* **PROMPT**: Please give the number of lines in the records below that include "roads", with no other output.

(Stored items)
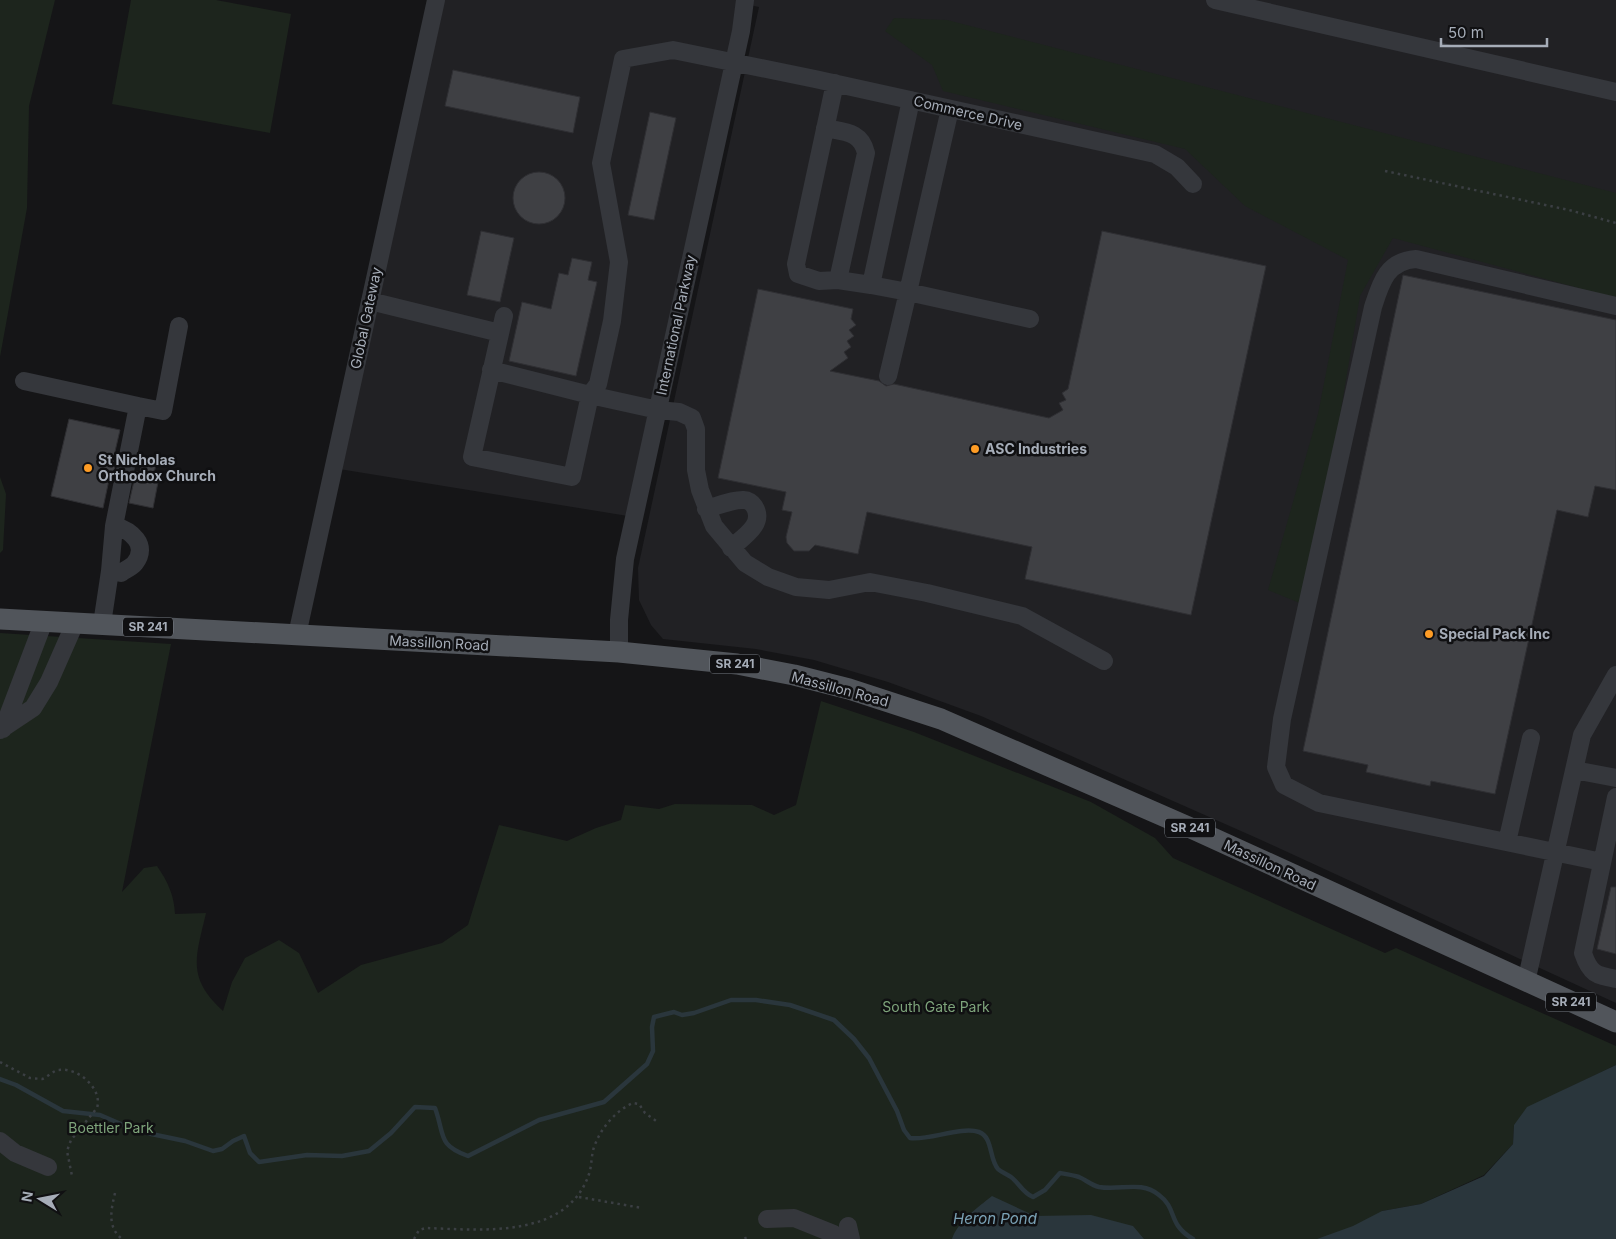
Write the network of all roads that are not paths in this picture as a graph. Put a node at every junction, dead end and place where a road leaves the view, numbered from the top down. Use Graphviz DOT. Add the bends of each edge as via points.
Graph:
graph roads {
  1 [pos="436,0"];
  2 [pos="745,0"];
  3 [pos="1215,0"];
  4 [pos="733,62"];
  5 [pos="835,83"];
  6 [pos="1616,92"];
  7 [pos="911,100"];
  8 [pos="950,109"];
  9 [pos="825,128"];
  10 [pos="1193,184"];
  11 [pos="838,280"];
  12 [pos="871,284"];
  13 [pos="908,292"];
  14 [pos="370,301"];
  15 [pos="1616,306"];
  16 [pos="1030,319"];
  17 [pos="179,326"];
  18 [pos="491,370"];
  19 [pos="888,376"];
  20 [pos="24,381"];
  21 [pos="590,395"];
  22 [pos="138,406"];
  23 [pos="658,410"];
  24 [pos="706,509"];
  25 [pos="114,526"];
  26 [pos="730,548"];
  27 [pos="110,571"];
  28 [pos="0,619"];
  29 [pos="44,621"];
  30 [pos="75,623"];
  31 [pos="102,624"];
  32 [pos="297,635"];
  33 [pos="619,652"];
  34 [pos="1104,661"];
  35 [pos="1615,680"];
  36 [pos="1,730"];
  37 [pos="1531,738"];
  38 [pos="1574,770"];
  39 [pos="1616,778"];
  40 [pos="1616,797"];
  41 [pos="1507,842"];
  42 [pos="1556,852"];
  43 [pos="1602,862"];
  44 [pos="1616,979"];
  45 [pos="1526,982"];
  46 [pos="1616,1022"];
  47 [pos="0,1141"];
  48 [pos="48,1167"];
  49 [pos="767,1219"];
  50 [pos="844,1233"];
  1 -- 14 [label="street, Global Gateway"];
  2 -- 4 [label="street, International Parkway"];
  3 -- 6 [label="street"];
  4 -- 5 [label="street, Commerce Drive"];
  4 -- 21 [label="street, Commerce Drive" via="673,50 623,59 601,163 619,262 612,321 598,384"];
  4 -- 23 [label="street, International Parkway"];
  5 -- 7 [label="street, Commerce Drive"];
  5 -- 9 [label="street"];
  7 -- 8 [label="street, Commerce Drive"];
  7 -- 12 [label="street"];
  8 -- 10 [label="street, Commerce Drive" via="1155,154 1177,167"];
  8 -- 13 [label="street"];
  9 -- 11 [label="street" via="859,137 866,153"];
  9 -- 11 [label="street" via="796,264 798,274 807,278"];
  11 -- 12 [label="street"];
  12 -- 13 [label="street"];
  13 -- 16 [label="street"];
  13 -- 19 [label="street"];
  14 -- 18 [label="street" via="502,324"];
  14 -- 32 [label="street, Global Gateway"];
  15 -- 41 [label="street" via="1416,259 1397,263 1388,272 1380,284 1373,307 1282,719 1276,767 1284,785 1319,802"];
  17 -- 22 [label="street" via="163,411"];
  18 -- 21 [label="street"];
  18 -- 21 [label="street" via="472,457 572,477"];
  20 -- 22 [label="street"];
  21 -- 23 [label="street"];
  22 -- 25 [label="street"];
  23 -- 24 [label="street" via="679,412 692,418 696,429 696,470"];
  23 -- 33 [label="street, International Parkway" via="625,559"];
  24 -- 26 [label="street"];
  24 -- 26 [label="street" via="744,500 752,503 757,511 758,521 752,530"];
  25 -- 27 [label="street"];
  25 -- 27 [label="street" via="127,529 137,539 140,550 135,563 122,573"];
  26 -- 34 [label="street" via="745,563 768,577 796,587 829,590 870,582 1022,616"];
  27 -- 31 [label="street"];
  28 -- 29 [label="main road, Massillon Road / SR 241"];
  29 -- 30 [label="main road, Massillon Road / SR 241"];
  29 -- 36 [label="street"];
  30 -- 31 [label="main road, Massillon Road / SR 241"];
  30 -- 36 [label="street" via="49,682 33,708"];
  31 -- 32 [label="main road, Massillon Road / SR 241"];
  32 -- 33 [label="main road, Massillon Road / SR 241"];
  33 -- 45 [label="main road, Massillon Road / SR 241" via="737,664 794,675 942,719 1184,825"];
  35 -- 38 [label="street" via="1582,735"];
  37 -- 41 [label="street"];
  38 -- 39 [label="street"];
  38 -- 42 [label="street"];
  40 -- 43 [label="street"];
  41 -- 42 [label="street"];
  42 -- 43 [label="street"];
  42 -- 45 [label="street"];
  43 -- 44 [label="street" via="1584,953 1588,967 1597,975"];
  45 -- 46 [label="main road, Massillon Road / SR 241"];
  47 -- 48 [label="street" via="15,1154"];
  49 -- 50 [label="street" via="794,1218"];
}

* **RESPONSE**: 2